前に捨てられてた子犬を一回、子ねこを二回道ばたで拾ったことがある。

飼いたいんだけど、ママが犬が苦手で、ねこアレルギーだからウチでは飼えなくて。


 でも、そのままにしておくのもかわいそうだったから、おばあちゃんをたよった。

子犬も子ねこも、おばあちゃんがお友達とか知り合いに聞いてくれて無事に飼ってくれる人が見つかったんだけど。


 おばあちゃんは言ってた。

「私も動物が好きだから飼ってあげたいけれど、真智(まち)(ぼくのママ)が遊びにこれなくなるからね」って。


 でも、今度のは……。

「おや?なにか生き物拾ったんじゃないの?見たところ何も持ってないし、自転車にも乗せてなかったよね?」


 「うん。拾ったのは拾ったよ。でも生き物って言っていいかがわかんなくて」

「いったい、何を拾ったの?」

「これなんだけど」


 ぼくはポケットからビー玉を出して手のひらにのせ、おばあちゃんに見せた。

「拾ったのは、このビー玉なんだけど。中に天狗さんがいるんだ。だから天狗さんを拾ったことになるんだけど・・・・・・天狗さんって生き物なのかな?」


 「ちょっと見せて」

おばあちゃんはぼくの手からビー玉を取って親指と人差し指ではさみ、中をのぞきこんだ。

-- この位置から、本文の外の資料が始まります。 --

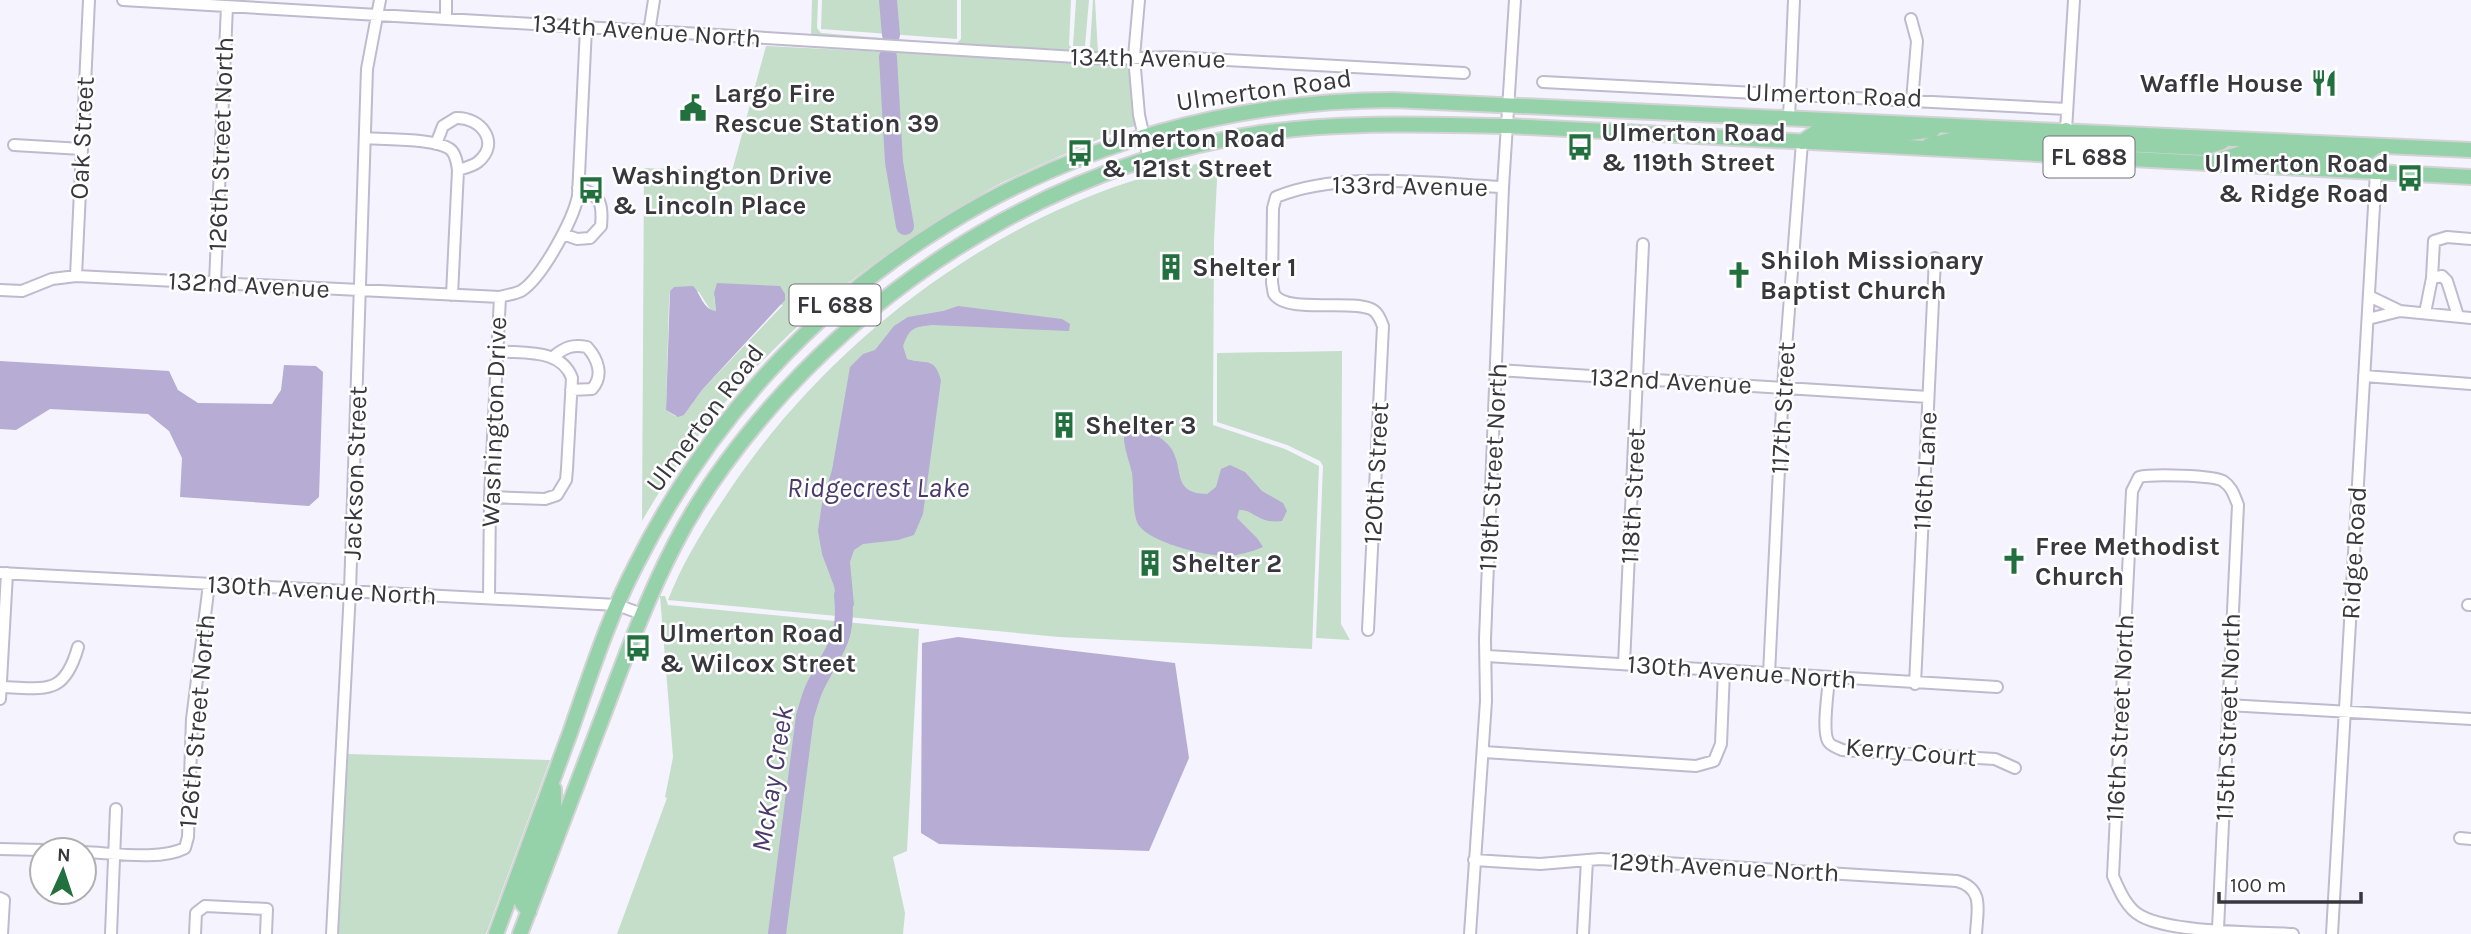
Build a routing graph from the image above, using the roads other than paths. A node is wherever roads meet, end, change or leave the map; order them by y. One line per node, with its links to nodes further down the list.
1 (89, 0): 36 (street, Oak Street)
2 (123, 0): 10 (street)
3 (380, 0): 11 (street, Jackson Street)
4 (446, 0): 12 (street)
5 (654, 0): 15 (street)
6 (1139, 0): 17 (street)
7 (1515, 0): 22 (street, 119th Street North)
8 (1794, 0): 20 (street)
9 (2074, 0): 23 (street)
10 (227, 6): 11 (street); 52 (street, 126th Street North)
11 (378, 13): 12 (street, 134th Avenue North); 29 (street, Jackson Street)
12 (446, 17): 14 (street, 134th Avenue North)
13 (1911, 19): 21 (street)
14 (586, 28): 15 (street, 134th Avenue North); 45 (street, Washington Drive)
15 (649, 32): 16 (street, 134th Avenue North)
16 (874, 45): 17 (street, 134th Avenue)
17 (1134, 57): 18 (street, 134th Avenue); 28 (street)
18 (1464, 73)
19 (1543, 82): 20 (street)
20 (1790, 96): 21 (street); 24 (street)
21 (1912, 102): 23 (street)
22 (1510, 104): 24 (main road, Ulmerton Road / FL 688); 26 (street, 119th Street North); 28 (main road, Ulmerton Road / FL 688)
23 (2067, 109): 27 (street)
24 (1789, 118): 25 (main road, Ulmerton Road / FL 688)
25 (1949, 125): 27 (main road, Ulmerton Road / FL 688); 31 (main road)
26 (1509, 126): 31 (main road, Ulmerton Road / FL 688); 39 (main road, Ulmerton Road / FL 688); 44 (street, 119th Street North)
27 (2066, 130): 30 (main road, Ulmerton Road / FL 688); 35 (main road)
28 (1143, 135): 39 (street); 79 (main road, Ulmerton Road / FL 688)
29 (365, 138): 33 (street); 54 (street, Jackson Street)
30 (2233, 139): 34 (main road, Ulmerton Road / FL 688); 38 (main road)
31 (1802, 142): 35 (main road, Ulmerton Road / FL 688); 70 (street, 117th Street)
32 (14, 145): 36 (street)
33 (436, 145): 41 (street); 41 (street)
34 (2377, 146): 37 (main road, Ulmerton Road / FL 688); 40 (main road)
35 (1920, 148): 38 (main road, Ulmerton Road / FL 688)
36 (82, 149): 50 (street, Oak Street)
37 (2471, 150)
38 (2061, 155): 40 (main road, Ulmerton Road / FL 688)
39 (1149, 159): 80 (main road, Ulmerton Road / FL 688)
40 (2207, 164): 42 (main road, Ulmerton Road / FL 688)
41 (458, 170): 55 (street)
42 (2376, 172): 43 (main road, Ulmerton Road / FL 688); 56 (street, Ridge Road)
43 (2471, 177)
44 (1503, 187): 60 (street, 133rd Avenue); 66 (street, 119th Street North)
45 (578, 188): 46 (street, Washington Drive); 46 (street)
46 (563, 234): 57 (street, Washington Drive)
47 (2471, 239): 51 (street)
48 (1643, 244): 68 (street, 118th Street)
49 (1935, 258): 72 (street, 116th Lane)
50 (76, 276): 52 (street, 132nd Avenue); 53 (street, 132nd Avenue)
51 (2432, 278): 59 (street); 61 (street)
52 (215, 283): 54 (street, 132nd Avenue)
53 (0, 290)
54 (359, 291): 55 (street, 132nd Avenue); 77 (street, Jackson Street)
55 (452, 295): 57 (street, 132nd Avenue)
56 (2369, 296): 58 (street); 63 (street, Ridge Road)
57 (500, 297): 64 (street, Washington Drive)
58 (2400, 311): 59 (street); 63 (street)
59 (2425, 313): 61 (street)
60 (1380, 316): 81 (street, 120th Street)
61 (2458, 316): 62 (street)
62 (2471, 318)
63 (2368, 319): 67 (street, Ridge Road)
64 (497, 351): 65 (street); 73 (street, Washington Drive)
65 (553, 356): 71 (street); 71 (street)
66 (1497, 370): 68 (street, 132nd Avenue); 83 (street, 119th Street North)
67 (2364, 376): 69 (street); 93 (street, Ridge Road)
68 (1638, 379): 70 (street, 132nd Avenue); 84 (street, 118th Street)
69 (2471, 384)
70 (1783, 387): 72 (street, 132nd Avenue); 86 (street, 117th Street)
71 (571, 390): 73 (street)
72 (1928, 397): 88 (street, 116th Lane)
73 (490, 497): 78 (street, Washington Drive)
74 (2238, 505): 92 (street, 115th Street North); 107 (street, 116th Street North)
75 (4, 573): 76 (street, 130th Avenue North); 89 (street)
76 (209, 584): 77 (street, 130th Avenue North); 102 (street, 126th Street North)
77 (350, 591): 78 (street, 130th Avenue North); 112 (street, Jackson Street)
78 (489, 598): 79 (street, 130th Avenue North)
79 (617, 605): 80 (street, 130th Avenue North); 97 (main road, Ulmerton Road / FL 688)
80 (642, 614): 106 (main road, Ulmerton Road / FL 688)
81 (1368, 630)
82 (78, 647): 89 (street)
83 (1487, 656): 84 (street, 130th Avenue North); 95 (street, 119th Street North)
84 (1624, 664): 85 (street, 130th Avenue North)
85 (1724, 671): 86 (street, 130th Avenue North); 95 (street)
86 (1769, 674): 87 (street, 130th Avenue North)
87 (1829, 679): 88 (street, 130th Avenue North); 96 (street, Kerry Court)
88 (1916, 684): 90 (street, 130th Avenue North)
89 (1, 687): 91 (street)
90 (1997, 687)
91 (0, 699)
92 (2228, 705): 93 (street); 107 (street, 115th Street North)
93 (2345, 712): 94 (street); 119 (street, Ridge Road)
94 (2471, 719)
95 (1484, 752): 103 (street, 119th Street North)
96 (2014, 768)
97 (554, 777): 106 (main road); 113 (main road, Ulmerton Road / FL 688)
98 (116, 809): 102 (street)
99 (0, 849): 100 (street)
100 (28, 850)
101 (98, 852): 102 (street)
102 (114, 853): 109 (street)
103 (1474, 860): 104 (street, 129th Avenue North); 115 (street, 119th Street North)
104 (1587, 860): 116 (street); 117 (street, 129th Avenue North)
105 (0, 898): 108 (street)
106 (528, 912): 114 (main road, Ulmerton Road / FL 688)
107 (2218, 929): 118 (street, 116th Street North)
108 (2, 934)
109 (111, 934)
110 (195, 934): 111 (street)
111 (266, 934)
112 (332, 934)
113 (496, 934)
114 (520, 934)
115 (1470, 934)
116 (1583, 934)
117 (1976, 934)
118 (2293, 934)
119 (2332, 934)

「これはビー玉じゃないね、水晶玉よ。で、その天狗さんはどこにいるの?見たところ何の姿も見えないけれど?」


 「あのね、真ん中あたりにくすんで見えるとこがあるでしょ?昨日はそこがもやもやって黒っぽくなって、天狗さんの姿が見えたの。でもしばらくしたら疲れたからって消えたの」

「じゃあ、悠斗は姿を見たんだ。っと、その前に。なんで天狗さんって呼んでるの?」


 「天狗さんが自分で言ってたの。“村の者からは天狗様と呼ばれてる”だったかな」

「そうなの。じゃあ悠斗はその天狗さんと意思疎通ができたのね」

「……いしそつうって?」


 「ほら、そうやってすぐ人に聞かないで。自分で調べてごらん」

おばあちゃんはビー玉を持ってない方の手で辞書をわたしてくれた。

そしてしばらくビー玉をながめた後、キッチンから小皿を持ってきて机の上に置き、ビー玉を皿に置いた。

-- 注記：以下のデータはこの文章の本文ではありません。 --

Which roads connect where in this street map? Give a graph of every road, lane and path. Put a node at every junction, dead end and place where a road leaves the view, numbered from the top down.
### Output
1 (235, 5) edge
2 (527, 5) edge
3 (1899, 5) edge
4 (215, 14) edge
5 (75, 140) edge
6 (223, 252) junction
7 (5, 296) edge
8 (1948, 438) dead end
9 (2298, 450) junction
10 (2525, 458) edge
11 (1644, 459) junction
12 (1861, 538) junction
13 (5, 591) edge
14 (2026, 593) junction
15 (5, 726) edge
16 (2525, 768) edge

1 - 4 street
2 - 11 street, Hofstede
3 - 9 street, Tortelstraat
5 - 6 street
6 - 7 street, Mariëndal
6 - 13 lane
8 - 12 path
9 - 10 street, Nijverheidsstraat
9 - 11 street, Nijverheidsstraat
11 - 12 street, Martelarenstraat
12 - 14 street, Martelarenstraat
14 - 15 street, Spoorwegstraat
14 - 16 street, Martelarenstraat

 ぼくは渡された辞書をひいたけれど“いしそつう”ではのってなかった。

「おばあちゃん?いしそつうって、どこで区切るの?」

「……」


 「……みやさん。いしそつうってどこで区切るの?」

「いし、そつうよ」

「ありがとう」


 (いしは・・・・・・意思かな。思ったこと、考えていること。そつうは、疎通しかないから。意見などが途中で妨げられず、よく通ずることかあ)

「えーっと。“思ったこととかがちゃんと通じること”であってる?」

「はい。正解。辞書ひくのがうまくなったね、悠斗」


 そりゃ、毎回のように調べさせられたら慣れてくるよ。

おかげで、学校で辞書使う授業のときは困らないどころか先生にほめられたけど。